Pensione anticipata per i caregiver familiari: basta diritti simbolici e misure costruite per pochi
Genova Inclusiva analizza la proposta sulla pensione anticipata per il Caregiver familiare chiedendo tutele vere e non simboliche.
Il dibattito sulla pensione anticipata per il Caregiver familiare è cruciale per il welfare. Genova Inclusiva sostiene la proposta ma teme criteri restrittivi. Serve una riforma che garantisca diritti concreti, evitando misure parziali che escludono la maggioranza degli aventi diritto.
Sostegno critico alla proposta in Commissione Lavoro
Genova Inclusiva esprime sostegno, pur con alcune perplessità, alla proposta all’esame della XI Commissione Lavoro della Camera dei Deputati sulla pensione anticipata per i caregiver familiari, che prevede l’uscita dal lavoro senza penalizzazioni dopo 20 anni di attività di cura, oppure con 30 anni di contributi o al compimento dei 60 anni di età.
Il percorso legislativo incompiuto
La proposta si inserisce in un percorso legislativo già avviato e mai completato. In particolare, richiama i disegni di legge sul caregiver familiare presentati nelle ultime legislature, tra cui:
il DDL S. 1461 (XVIII Legislatura) e i testi unificati successivi;
il DDL C. 1752 e abbinate (XIX Legislatura), sostenuti anche dall’attuale Ministra per le Disabilità Alessandra Locatelli, comunemente indicati come “legge caregiver – Locatelli”.
Il Fondo caregiver e le sue criticità: numeri che parlano chiaro
A questo quadro si affianca il Fondo per il sostegno del ruolo di cura e assistenza del caregiver familiare, istituito dall’art. 1, comma 255, della Legge 30 dicembre 2020, n. 178 (Legge di Bilancio 2021). Un fondo che, nei fatti, ha prodotto misure fortemente selettive e non universali.
Oggi il contributo economico per i caregiver, pari a circa 400 euro mensili, raggiunge poco più di 48.000 persone sull’intero territorio nazionale, a fronte di oltre 7 milioni di caregiver familiari. L’accesso è infatti limitato a criteri estremamente restrittivi: ISEE fino a 15.000 euro e redditi personali intorno ai 3.000 euro annui, escludendo di fatto la stragrande maggioranza degli aventi diritto.
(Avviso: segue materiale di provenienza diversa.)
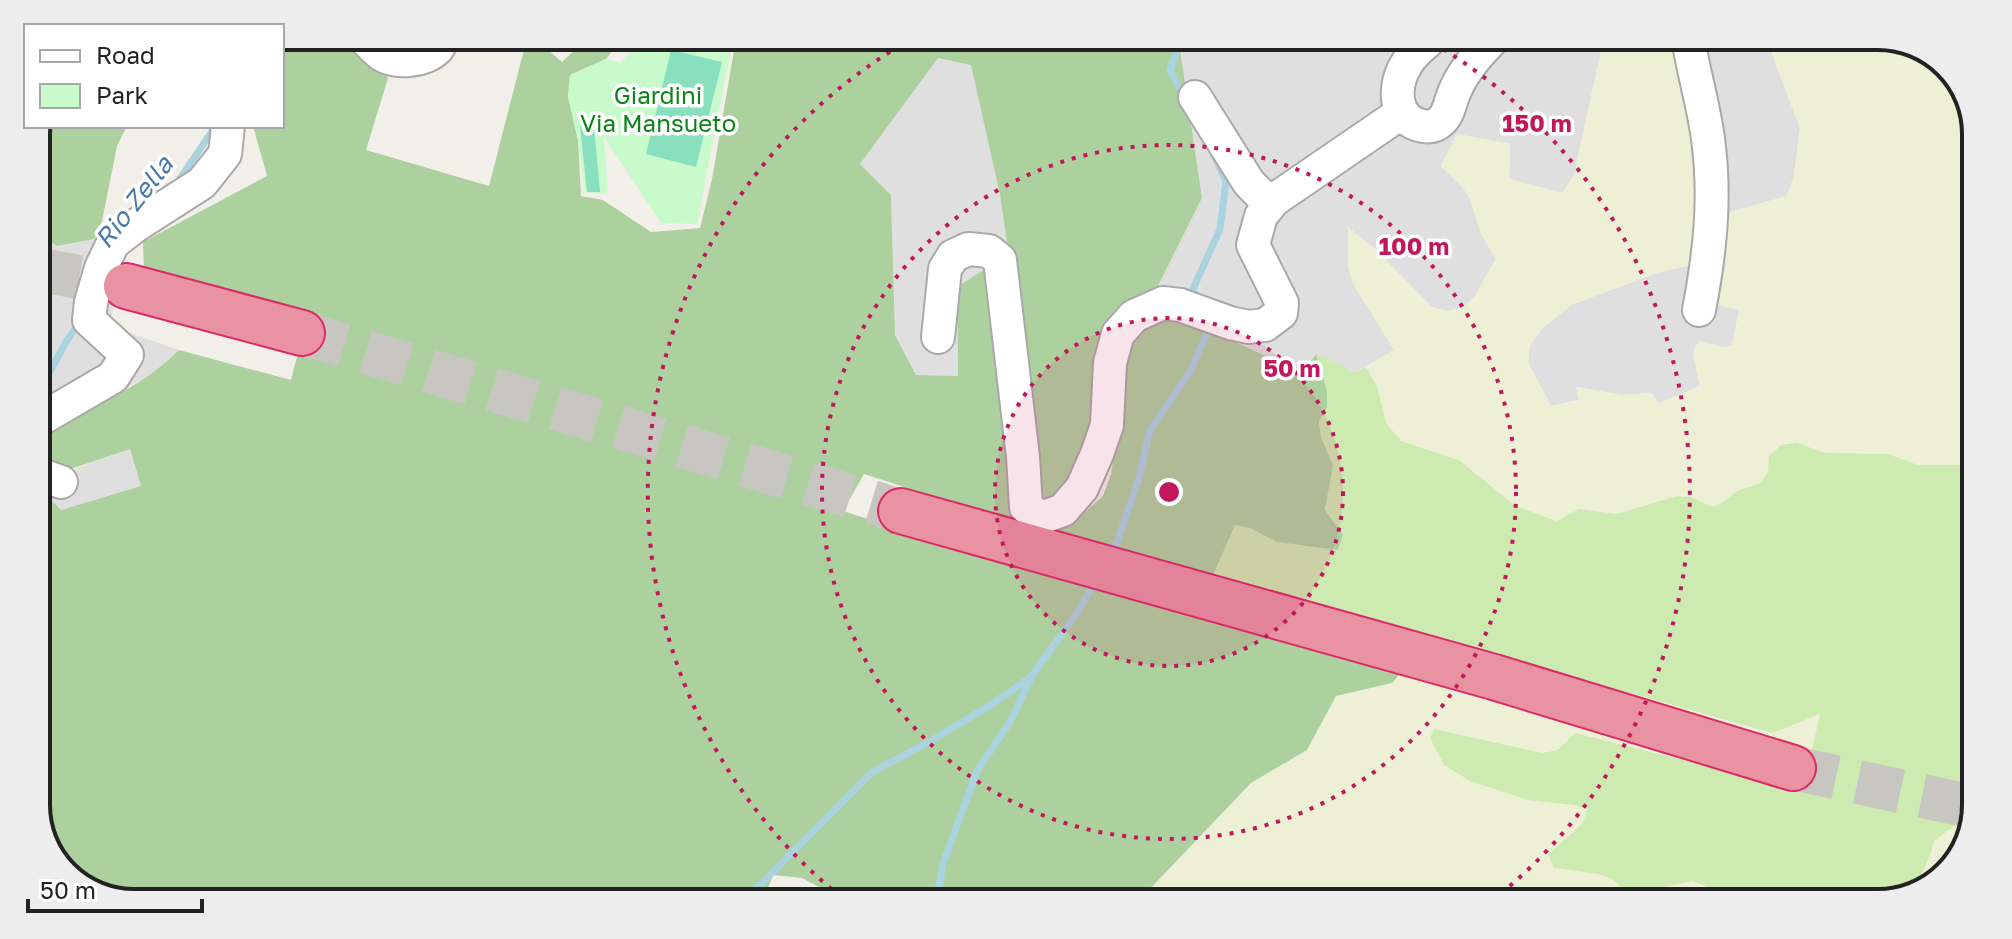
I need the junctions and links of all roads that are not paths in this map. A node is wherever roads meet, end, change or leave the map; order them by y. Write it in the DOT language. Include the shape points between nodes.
graph roads {
  1 [pos="377,50"];
  2 [pos="435,50"];
  3 [pos="1418,50"];
  4 [pos="1482,50"];
  5 [pos="1690,50"];
  6 [pos="1195,97"];
  7 [pos="1401,113"];
  8 [pos="228,128"];
  9 [pos="1274,200"];
  10 [pos="126,286"];
  11 [pos="1699,310"];
  12 [pos="302,333"];
  13 [pos="938,337"];
  14 [pos="50,414"];
  15 [pos="901,511"];
  16 [pos="1793,768"];
  1 -- 2 [label="street" via="403,61"];
  3 -- 7 [label="street" via="1403,69 1397,96"];
  4 -- 7 [label="street" via="1470,63 1440,122 1423,126"];
  5 -- 11 [label="street" via="1708,137 1713,196"];
  6 -- 9 [label="street" via="1249,183"];
  7 -- 9 [label="street"];
  8 -- 14 [label="street" via="225,154 202,183 113,243 101,268 89,320 127,355 113,377"];
  9 -- 13 [label="street" via="1261,216 1253,245 1282,303 1281,313 1265,325 1249,327 1163,303 1134,316 1118,334 1110,363 1107,425 1097,454 1082,488 1063,510 1041,518 1026,507 1000,260 989,251 968,249 953,256 945,269"];
  10 -- 12 [label="highway"];
  15 -- 16 [label="highway" via="1494,677"];
}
Il rischio di una pensione anticipata solo simbolica: norme vigenti e limiti strutturali
Genova Inclusiva denuncia il rischio concreto che anche la pensione anticipata per i caregiver venga svuotata allo stesso modo, attraverso paletti proibitivi, soglie economiche rigide e criteri selettivi, utili solo a dimostrare che “qualcosa si è fatto”, mentre ancora una volta si antepone il bilancio al diritto.
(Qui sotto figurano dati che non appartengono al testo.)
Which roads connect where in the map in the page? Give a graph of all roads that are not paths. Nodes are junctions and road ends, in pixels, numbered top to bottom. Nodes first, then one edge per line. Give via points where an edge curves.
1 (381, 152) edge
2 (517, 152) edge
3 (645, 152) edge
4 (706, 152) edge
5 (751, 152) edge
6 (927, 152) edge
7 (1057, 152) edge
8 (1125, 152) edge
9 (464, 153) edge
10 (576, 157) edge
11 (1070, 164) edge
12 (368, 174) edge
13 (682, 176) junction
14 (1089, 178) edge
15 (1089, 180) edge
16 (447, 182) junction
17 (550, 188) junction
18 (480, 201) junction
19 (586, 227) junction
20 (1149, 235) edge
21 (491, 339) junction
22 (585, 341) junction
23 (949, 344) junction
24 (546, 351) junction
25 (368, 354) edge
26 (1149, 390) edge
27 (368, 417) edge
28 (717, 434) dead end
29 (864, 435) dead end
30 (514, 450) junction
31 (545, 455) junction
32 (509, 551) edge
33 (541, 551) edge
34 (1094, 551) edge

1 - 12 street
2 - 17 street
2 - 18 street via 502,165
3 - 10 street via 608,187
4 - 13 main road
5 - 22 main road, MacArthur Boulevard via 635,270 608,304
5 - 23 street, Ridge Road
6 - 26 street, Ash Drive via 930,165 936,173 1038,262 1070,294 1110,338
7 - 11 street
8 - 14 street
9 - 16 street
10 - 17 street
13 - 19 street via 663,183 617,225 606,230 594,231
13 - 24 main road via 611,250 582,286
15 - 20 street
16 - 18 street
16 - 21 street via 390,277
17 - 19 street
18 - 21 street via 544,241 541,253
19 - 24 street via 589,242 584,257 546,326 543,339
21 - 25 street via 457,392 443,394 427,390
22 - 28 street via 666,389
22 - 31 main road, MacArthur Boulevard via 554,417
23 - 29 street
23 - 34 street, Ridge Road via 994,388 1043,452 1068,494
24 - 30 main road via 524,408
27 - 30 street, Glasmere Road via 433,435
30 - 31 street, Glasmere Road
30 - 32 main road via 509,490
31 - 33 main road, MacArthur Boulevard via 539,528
Le norme vigenti – dalla Legge 104/1992 al D.lgs. 151/2001, fino all’APE Sociale (art. 1, commi 179 e seguenti, Legge 232/2016) – dimostrano che interventi parziali, temporanei e condizionati non risolvono la condizione strutturale dei caregiver familiari, né compensano le carriere contributive spezzate dal lavoro di cura.
Richiamo alla Costituzione e appello al Parlamento
La proposta oggi in discussione deve invece dare piena attuazione agli articoli 2, 3, 32 e 38 della Costituzione, garantendo una tutela previdenziale reale, ampia e non simbolica, senza trasformare anche la pensione anticipata in un diritto riservato a pochissimi.
Genova Inclusiva chiede al Parlamento di non ripetere gli errori già commessi:
nessuna legge-bandiera, nessuna misura per pochi, nessun diritto subordinato esclusivamente ai vincoli di bilancio.
Il lavoro di cura è un pilastro del welfare italiano. Riconoscerlo davvero significa garantire diritti, non elemosine.